About this task >> What is needed is each line of the data below that holds the string "bool".

Data to use >>
# # # # #
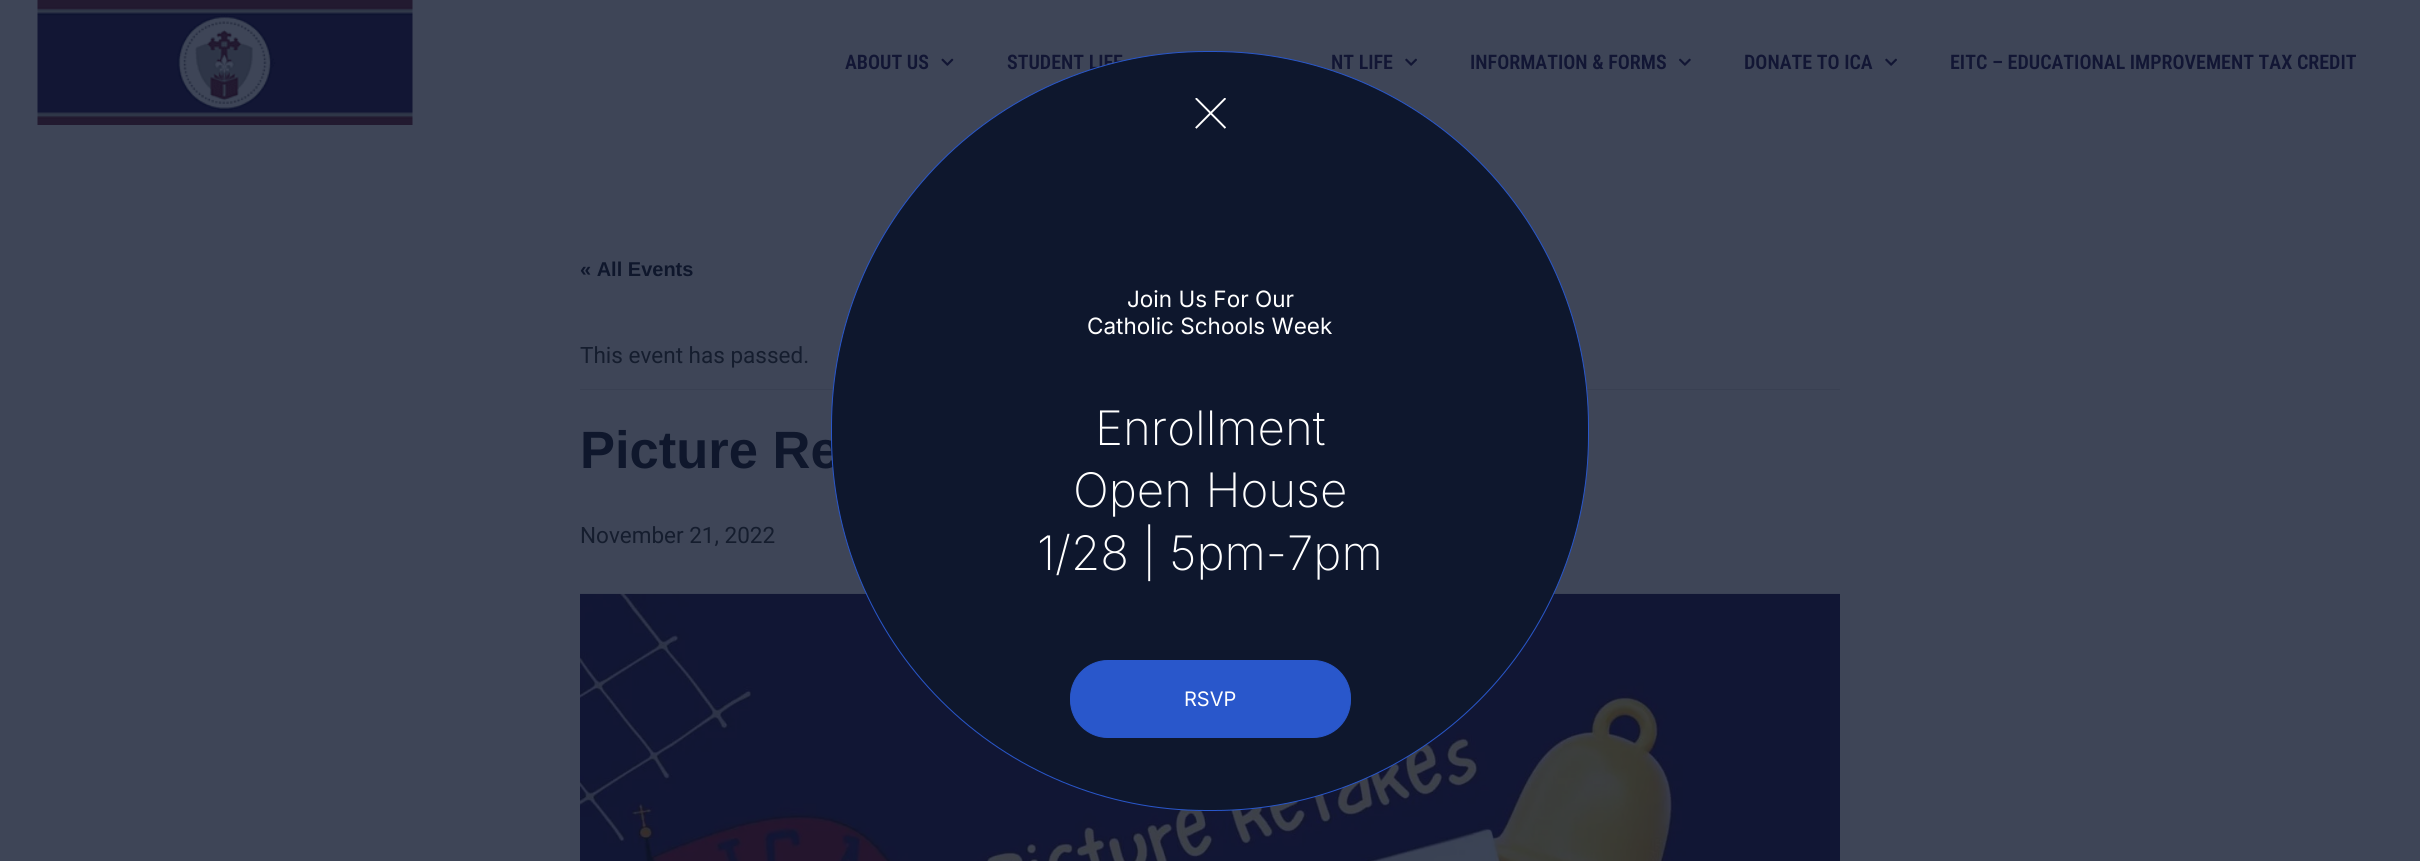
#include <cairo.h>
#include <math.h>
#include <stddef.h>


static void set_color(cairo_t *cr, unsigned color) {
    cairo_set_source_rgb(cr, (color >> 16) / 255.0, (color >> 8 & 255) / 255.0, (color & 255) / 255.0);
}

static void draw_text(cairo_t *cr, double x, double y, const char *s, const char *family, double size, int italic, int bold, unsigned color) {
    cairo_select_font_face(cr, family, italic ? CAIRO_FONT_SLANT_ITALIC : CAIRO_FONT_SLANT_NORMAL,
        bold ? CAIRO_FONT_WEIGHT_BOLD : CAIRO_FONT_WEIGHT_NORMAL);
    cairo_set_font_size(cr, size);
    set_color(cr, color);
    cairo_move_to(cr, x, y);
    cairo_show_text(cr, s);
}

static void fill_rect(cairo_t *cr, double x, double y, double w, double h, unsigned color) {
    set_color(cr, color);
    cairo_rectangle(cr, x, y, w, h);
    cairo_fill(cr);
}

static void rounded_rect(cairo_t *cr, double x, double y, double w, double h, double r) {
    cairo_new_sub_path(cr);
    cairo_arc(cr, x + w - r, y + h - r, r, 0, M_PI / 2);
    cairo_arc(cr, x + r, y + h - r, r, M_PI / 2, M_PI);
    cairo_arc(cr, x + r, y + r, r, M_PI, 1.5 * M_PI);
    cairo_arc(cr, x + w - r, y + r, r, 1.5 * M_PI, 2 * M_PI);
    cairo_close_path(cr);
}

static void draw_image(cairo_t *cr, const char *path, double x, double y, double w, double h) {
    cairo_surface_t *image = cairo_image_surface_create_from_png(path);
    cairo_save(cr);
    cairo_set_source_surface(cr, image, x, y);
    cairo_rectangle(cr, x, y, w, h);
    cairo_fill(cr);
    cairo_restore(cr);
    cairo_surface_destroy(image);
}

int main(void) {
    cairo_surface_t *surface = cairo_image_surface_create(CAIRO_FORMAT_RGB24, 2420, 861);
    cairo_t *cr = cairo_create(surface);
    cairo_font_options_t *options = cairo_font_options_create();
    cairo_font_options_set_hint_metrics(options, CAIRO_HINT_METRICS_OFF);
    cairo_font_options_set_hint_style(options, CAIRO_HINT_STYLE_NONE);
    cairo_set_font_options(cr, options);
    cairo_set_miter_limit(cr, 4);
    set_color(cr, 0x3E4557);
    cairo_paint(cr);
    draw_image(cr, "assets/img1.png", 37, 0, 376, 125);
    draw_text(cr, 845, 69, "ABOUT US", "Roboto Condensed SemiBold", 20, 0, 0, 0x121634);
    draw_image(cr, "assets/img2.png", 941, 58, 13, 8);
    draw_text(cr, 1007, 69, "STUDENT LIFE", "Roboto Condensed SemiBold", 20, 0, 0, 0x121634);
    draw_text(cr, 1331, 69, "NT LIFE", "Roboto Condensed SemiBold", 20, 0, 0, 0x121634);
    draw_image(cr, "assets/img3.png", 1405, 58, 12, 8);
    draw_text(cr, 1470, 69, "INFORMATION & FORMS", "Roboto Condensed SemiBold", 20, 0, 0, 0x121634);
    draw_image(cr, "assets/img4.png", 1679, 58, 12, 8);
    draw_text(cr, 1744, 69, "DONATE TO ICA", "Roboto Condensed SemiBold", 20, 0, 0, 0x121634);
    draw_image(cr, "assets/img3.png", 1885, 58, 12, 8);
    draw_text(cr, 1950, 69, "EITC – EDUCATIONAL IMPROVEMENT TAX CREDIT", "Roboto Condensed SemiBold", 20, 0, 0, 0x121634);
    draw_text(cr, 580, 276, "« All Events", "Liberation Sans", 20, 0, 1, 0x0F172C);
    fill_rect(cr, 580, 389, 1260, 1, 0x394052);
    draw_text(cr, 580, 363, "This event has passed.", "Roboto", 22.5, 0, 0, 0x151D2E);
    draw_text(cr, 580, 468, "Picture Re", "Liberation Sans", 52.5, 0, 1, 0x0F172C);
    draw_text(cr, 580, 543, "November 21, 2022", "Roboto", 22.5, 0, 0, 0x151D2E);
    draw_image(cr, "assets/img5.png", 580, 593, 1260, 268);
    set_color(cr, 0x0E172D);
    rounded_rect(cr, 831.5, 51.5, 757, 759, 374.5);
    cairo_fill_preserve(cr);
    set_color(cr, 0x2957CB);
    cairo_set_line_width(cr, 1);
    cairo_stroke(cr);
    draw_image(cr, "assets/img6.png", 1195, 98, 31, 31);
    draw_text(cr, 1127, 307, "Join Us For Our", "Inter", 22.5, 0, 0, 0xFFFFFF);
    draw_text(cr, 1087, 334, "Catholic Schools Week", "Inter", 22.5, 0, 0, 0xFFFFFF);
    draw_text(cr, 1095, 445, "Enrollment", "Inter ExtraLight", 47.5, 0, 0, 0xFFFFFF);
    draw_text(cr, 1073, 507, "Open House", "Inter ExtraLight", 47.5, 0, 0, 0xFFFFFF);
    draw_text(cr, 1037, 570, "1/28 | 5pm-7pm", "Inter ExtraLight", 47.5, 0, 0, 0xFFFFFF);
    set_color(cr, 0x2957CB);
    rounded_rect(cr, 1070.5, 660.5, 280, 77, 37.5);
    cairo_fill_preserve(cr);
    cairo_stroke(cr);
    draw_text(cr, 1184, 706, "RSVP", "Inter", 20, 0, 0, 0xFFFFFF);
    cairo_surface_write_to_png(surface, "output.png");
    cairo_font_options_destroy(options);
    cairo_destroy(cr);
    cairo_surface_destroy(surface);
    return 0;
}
# # # # #
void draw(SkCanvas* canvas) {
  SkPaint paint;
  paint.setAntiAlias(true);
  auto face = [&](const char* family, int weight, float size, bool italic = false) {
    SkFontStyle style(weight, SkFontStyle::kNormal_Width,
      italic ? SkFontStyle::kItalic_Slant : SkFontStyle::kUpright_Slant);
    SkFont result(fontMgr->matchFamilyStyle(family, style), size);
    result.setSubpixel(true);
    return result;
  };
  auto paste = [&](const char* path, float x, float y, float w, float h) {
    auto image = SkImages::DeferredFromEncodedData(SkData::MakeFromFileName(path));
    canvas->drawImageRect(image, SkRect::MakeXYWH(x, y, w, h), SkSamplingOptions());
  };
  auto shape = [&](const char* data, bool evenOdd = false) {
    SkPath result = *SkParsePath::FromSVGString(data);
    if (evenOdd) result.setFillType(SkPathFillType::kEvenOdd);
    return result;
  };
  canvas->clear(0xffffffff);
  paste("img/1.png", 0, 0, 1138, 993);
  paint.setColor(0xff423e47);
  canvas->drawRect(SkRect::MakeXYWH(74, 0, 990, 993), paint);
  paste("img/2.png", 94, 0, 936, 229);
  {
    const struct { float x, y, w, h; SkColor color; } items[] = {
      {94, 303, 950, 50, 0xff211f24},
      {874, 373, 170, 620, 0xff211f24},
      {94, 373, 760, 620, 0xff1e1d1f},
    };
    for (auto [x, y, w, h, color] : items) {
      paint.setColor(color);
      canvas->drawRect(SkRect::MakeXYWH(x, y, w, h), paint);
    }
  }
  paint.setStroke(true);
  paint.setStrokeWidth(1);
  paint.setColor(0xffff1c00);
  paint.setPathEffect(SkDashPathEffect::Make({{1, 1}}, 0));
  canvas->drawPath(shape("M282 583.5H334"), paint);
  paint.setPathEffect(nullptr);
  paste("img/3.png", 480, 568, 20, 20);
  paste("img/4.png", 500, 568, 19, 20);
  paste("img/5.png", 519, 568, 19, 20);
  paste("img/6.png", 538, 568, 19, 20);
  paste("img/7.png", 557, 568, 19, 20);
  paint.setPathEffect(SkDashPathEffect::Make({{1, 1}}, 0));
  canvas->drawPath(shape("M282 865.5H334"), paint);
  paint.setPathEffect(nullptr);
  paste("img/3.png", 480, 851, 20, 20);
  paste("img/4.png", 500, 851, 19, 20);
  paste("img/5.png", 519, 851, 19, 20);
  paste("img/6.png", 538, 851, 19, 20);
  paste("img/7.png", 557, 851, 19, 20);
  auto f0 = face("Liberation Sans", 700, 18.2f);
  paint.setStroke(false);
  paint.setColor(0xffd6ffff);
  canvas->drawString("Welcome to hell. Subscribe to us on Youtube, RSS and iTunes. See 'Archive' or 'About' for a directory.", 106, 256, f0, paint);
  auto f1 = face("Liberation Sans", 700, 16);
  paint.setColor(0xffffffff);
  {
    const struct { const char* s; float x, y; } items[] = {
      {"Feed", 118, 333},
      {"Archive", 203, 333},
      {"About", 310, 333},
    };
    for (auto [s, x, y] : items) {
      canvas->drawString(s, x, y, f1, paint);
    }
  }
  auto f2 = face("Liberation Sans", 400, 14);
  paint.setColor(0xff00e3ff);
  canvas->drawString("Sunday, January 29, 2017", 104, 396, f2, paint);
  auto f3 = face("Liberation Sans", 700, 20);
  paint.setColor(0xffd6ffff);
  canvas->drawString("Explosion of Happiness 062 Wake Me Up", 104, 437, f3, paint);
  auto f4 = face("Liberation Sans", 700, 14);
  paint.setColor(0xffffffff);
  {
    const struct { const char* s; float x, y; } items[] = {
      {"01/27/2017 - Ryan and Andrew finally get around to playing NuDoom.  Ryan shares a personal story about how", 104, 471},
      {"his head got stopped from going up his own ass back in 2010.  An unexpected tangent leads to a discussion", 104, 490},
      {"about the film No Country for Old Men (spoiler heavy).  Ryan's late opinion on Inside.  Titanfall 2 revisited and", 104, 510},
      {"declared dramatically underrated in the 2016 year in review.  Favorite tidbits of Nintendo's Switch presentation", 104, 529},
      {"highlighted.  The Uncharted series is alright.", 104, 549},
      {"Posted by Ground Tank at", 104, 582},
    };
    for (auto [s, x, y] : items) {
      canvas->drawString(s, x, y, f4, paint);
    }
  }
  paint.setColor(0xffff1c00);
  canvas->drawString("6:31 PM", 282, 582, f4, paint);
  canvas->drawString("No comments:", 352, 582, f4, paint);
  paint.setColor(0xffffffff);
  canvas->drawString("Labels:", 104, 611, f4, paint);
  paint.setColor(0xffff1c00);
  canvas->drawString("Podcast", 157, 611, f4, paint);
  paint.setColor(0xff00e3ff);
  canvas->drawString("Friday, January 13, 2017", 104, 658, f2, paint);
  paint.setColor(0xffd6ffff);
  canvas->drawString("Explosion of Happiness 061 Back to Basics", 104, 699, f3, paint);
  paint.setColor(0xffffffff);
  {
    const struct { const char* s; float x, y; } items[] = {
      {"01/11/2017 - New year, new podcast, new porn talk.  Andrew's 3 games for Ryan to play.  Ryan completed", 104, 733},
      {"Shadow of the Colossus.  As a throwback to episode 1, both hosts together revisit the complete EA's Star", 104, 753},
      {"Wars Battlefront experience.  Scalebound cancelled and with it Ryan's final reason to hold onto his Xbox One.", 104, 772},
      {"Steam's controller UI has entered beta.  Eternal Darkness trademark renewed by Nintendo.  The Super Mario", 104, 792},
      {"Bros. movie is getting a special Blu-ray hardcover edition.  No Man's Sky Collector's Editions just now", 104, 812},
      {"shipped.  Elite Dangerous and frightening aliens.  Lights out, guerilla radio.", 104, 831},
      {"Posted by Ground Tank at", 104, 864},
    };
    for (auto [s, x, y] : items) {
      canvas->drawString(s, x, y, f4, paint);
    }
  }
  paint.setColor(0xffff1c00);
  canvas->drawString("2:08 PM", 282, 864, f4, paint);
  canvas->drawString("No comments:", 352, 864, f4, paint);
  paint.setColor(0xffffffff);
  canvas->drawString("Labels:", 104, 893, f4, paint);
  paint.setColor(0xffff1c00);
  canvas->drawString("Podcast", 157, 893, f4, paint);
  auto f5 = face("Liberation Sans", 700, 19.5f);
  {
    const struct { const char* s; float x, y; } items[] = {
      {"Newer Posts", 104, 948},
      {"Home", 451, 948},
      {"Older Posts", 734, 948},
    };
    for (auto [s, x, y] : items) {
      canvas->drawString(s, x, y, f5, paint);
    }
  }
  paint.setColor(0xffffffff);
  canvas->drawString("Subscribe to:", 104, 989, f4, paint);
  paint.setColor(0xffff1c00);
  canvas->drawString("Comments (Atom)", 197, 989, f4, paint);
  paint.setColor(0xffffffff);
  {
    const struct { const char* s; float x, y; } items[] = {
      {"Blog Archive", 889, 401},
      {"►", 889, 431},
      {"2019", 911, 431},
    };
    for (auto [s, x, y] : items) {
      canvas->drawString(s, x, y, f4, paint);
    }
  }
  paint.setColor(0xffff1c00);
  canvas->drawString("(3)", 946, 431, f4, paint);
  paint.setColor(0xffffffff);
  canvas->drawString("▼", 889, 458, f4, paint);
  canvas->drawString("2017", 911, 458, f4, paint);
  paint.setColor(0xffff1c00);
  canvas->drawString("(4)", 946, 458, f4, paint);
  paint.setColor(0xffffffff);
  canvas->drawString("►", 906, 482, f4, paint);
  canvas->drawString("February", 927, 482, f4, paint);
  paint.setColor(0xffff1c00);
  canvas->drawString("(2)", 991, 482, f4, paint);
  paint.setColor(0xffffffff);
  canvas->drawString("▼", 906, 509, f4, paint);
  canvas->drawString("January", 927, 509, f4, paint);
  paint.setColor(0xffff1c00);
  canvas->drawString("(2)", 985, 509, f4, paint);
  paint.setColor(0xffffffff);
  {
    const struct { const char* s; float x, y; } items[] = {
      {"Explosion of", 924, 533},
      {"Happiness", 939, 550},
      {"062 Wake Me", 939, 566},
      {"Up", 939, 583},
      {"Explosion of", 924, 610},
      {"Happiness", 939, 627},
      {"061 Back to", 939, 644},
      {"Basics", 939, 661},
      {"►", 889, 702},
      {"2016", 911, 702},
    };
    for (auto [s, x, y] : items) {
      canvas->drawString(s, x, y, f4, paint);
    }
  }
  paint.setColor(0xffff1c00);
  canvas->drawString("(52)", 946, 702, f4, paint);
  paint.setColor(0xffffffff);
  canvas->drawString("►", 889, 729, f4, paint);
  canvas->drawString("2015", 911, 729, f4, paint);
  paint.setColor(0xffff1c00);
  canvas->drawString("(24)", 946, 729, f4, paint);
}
# # # # #
Finished task >>
  auto face = [&](const char* family, int weight, float size, bool italic = false) {
  auto shape = [&](const char* data, bool evenOdd = false) {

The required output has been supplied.